## Task material
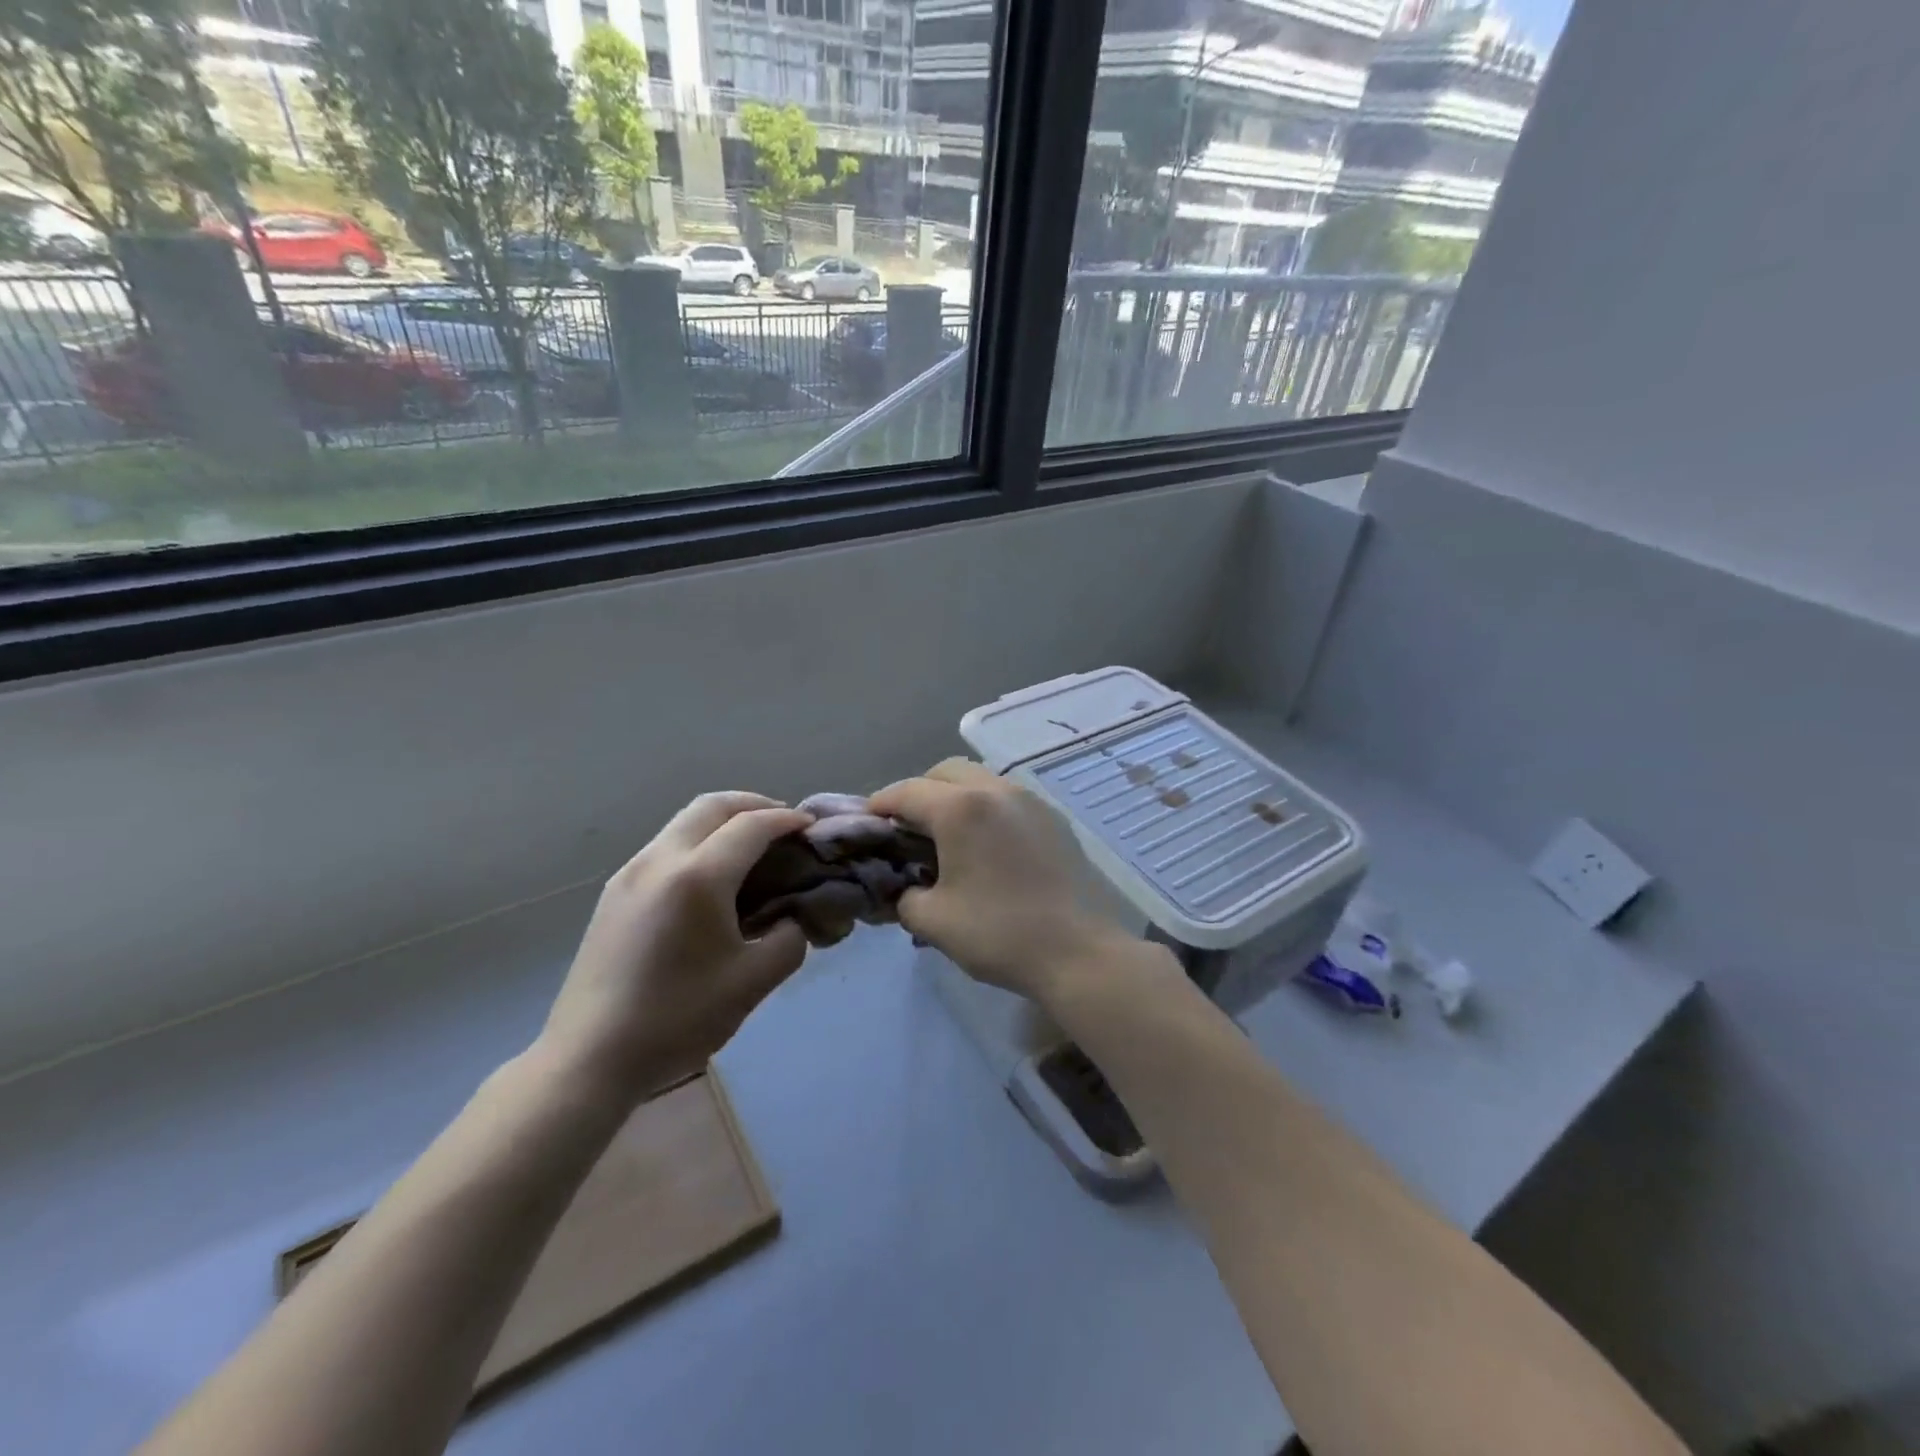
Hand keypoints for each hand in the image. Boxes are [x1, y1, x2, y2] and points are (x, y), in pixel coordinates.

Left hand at [539, 793, 812, 1102]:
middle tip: (784, 824)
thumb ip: (788, 940)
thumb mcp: (753, 983)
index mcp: (697, 877)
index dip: (787, 820)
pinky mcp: (614, 893)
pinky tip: (713, 878)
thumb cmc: (677, 1019)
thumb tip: (792, 919)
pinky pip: (665, 846)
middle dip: (754, 804)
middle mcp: (659, 860)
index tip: (813, 827)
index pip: (752, 826)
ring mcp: (630, 873)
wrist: (588, 1059)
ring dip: (723, 822)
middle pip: (712, 805)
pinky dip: (699, 842)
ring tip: (752, 848)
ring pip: (684, 822)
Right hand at [868, 759, 1127, 1003]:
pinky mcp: (1053, 818)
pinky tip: (986, 845)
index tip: (867, 823)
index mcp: (961, 808)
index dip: (880, 804)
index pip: (907, 792)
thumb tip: (905, 887)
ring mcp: (1030, 800)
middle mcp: (996, 790)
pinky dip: (985, 808)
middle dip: (919, 792)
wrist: (1077, 951)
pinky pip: (1007, 798)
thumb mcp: (932, 921)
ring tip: (947, 835)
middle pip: (945, 772)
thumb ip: (904, 896)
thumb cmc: (998, 933)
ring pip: (980, 779)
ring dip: (955, 796)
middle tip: (907, 828)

## Task objective
Set down precisely the lines above between the line holding "pinky mcp: (614, 893)" and the line holding "Right hand at", inclusive, and nothing beyond them.

## Solution for this exercise
pinky mcp: (614, 893)
pinky tip: (713, 878)
thumb cmc: (677, 1019)
thumb tip: (792, 919)
pinky pip: (665, 846)
middle dip: (754, 804)
middle mcp: (659, 860)
index tip: (813, 827)
index pip: (752, 826)
ring mcp: (630, 873)
wrist: (588, 1059)
ring dip: (723, 822)
middle pip: (712, 805)
pinky dip: (699, 842)
ring tip: (752, 848)
ring pip: (684, 822)
Right hand at [868, 759, 1127, 1003]:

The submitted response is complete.